I think it is a good practice to create service accounts for various needs, so I’m creating one for:

  • Hubploy’s access to the projects container registry

  • Hubploy’s access to the projects GKE cluster

  • The nodes of the GKE cluster

  • The Cloud SQL instance

  • The Filestore instance

GCP Quotas

I looked through all the quotas, and given the plan to use m1-ultramem-40 nodes with ~80 user each on them, I concluded we would fit 2400 users in 30 nodes. 30*40 is 1200 CPUs and our current CPU quota is 500. So, due to that, it felt sensible to request an increase. I requested a quota of 1500 CPUs.

GKE

I created a GKE cluster, and this was the gcloud equivalent command. It failed

gcloud beta container --project "neurohackademy" clusters create "nh-2020" --region "us-east1" --no-enable-basic-auth --cluster-version "1.16.9-gke.6" --machine-type "n1-standard-4" --image-type "COS" --disk-type "pd-standard" --disk-size "100" --node-labels hub.jupyter.org/node-purpose=core --metadata disable-legacy-endpoints=true --service-account "gke-node-core@neurohackademy.iam.gserviceaccount.com" --num-nodes "1" --enable-stackdriver-kubernetes --enable-private-nodes --master-ipv4-cidr "10.60.0.0/28" --enable-ip-alias --network "projects/neurohackademy/global/networks/neurohackademy" --subnetwork "projects/neurohackademy/regions/us-east1/subnetworks/us-east1" --cluster-secondary-range-name "pods" --services-secondary-range-name "services" --default-max-pods-per-node "110" --enable-network-policy --enable-master-authorized-networks --master-authorized-networks 0.0.0.0/0 --addons HorizontalPodAutoscaling,HttpLoadBalancing --no-enable-autoupgrade --enable-autorepair --max-surge-upgrade 1 --max-unavailable-upgrade 0 --node-locations "us-east1-b" && gcloud beta container --project "neurohackademy" node-pools create "user" --cluster "nh-2020" --region "us-east1" --node-version "1.16.9-gke.6" --machine-type "m1-ultramem-40" --image-type "COS" --disk-type "pd-standard" --disk-size "100" --node-labels hub.jupyter.org/node-purpose=user --metadata disable-legacy-endpoints=true --node-taints hub.jupyter.org_dedicated=user:NoSchedule --service-account "gke-node-user@neurohackademy.iam.gserviceaccount.com" --num-nodes "0" --enable-autoscaling --min-nodes "0" --max-nodes "25" --no-enable-autoupgrade --enable-autorepair --max-surge-upgrade 1 --max-unavailable-upgrade 0 --node-locations "us-east1-b"

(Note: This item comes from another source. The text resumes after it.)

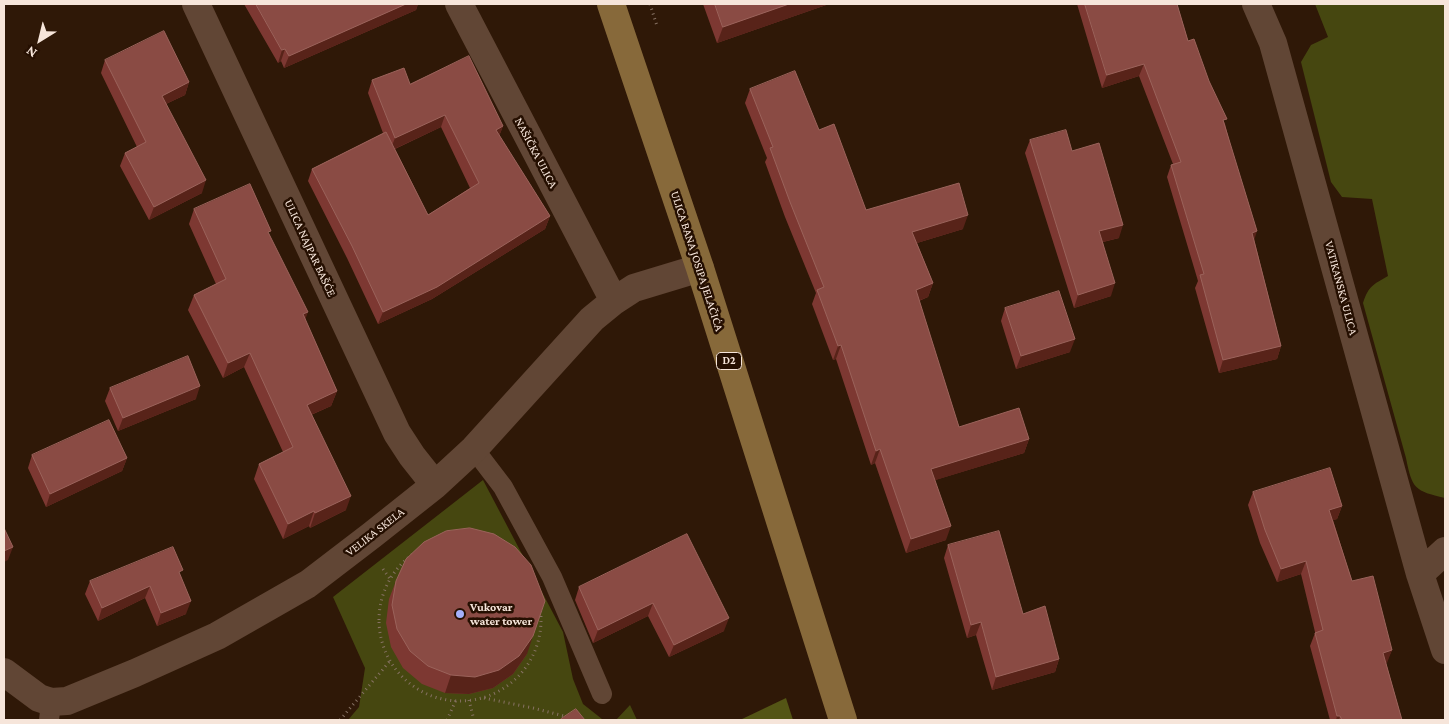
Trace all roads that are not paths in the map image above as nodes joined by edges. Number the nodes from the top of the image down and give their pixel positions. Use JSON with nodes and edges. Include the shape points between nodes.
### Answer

Apparently only two m1-ultramem-40 nodes were available, which was unexpected. I received the following error.

Google Compute Engine: Not all instances running in IGM after 56.02936237s. Expect 3. Current errors: [GCE_STOCKOUT]: Instance ‘gke-nha-2020-user-8565ecfe-phhk’ creation failed: The zone ‘projects/neurohackademy/zones/us-east1-c’ does not have enough resources available to fulfill the request. ‘(resource type:compute)’.

I learned that there was no easy way to inspect the availability, but successfully scaled to 25 nodes on us-central1-a for ~5 minutes brief moment and decided to go with that over us-central1-c. I concluded that it cost me about 13 USD to make that test.


I got a response from Google support, they recommended to use us-east1. In the GCP docs about zones and their resources I concluded that us-east1-(b,c,d) were allowed zones, but only b and d had m1-ultramem-40 nodes. I tried starting up 25 nodes on us-east1-d first but I got stuck at 2 and got the GCP_STOCKOUT issue on the rest.

On us-east1-b I managed to startup 25 nodes though, so now I’m going to assume the preparation is as good as it get.

SOPS

Seeing that Yuvi Panda advocated for a transition to SOPS and put in work to make hubploy use it among other things, it made sense to set that up instead of staying with git-crypt. See for example this open PR.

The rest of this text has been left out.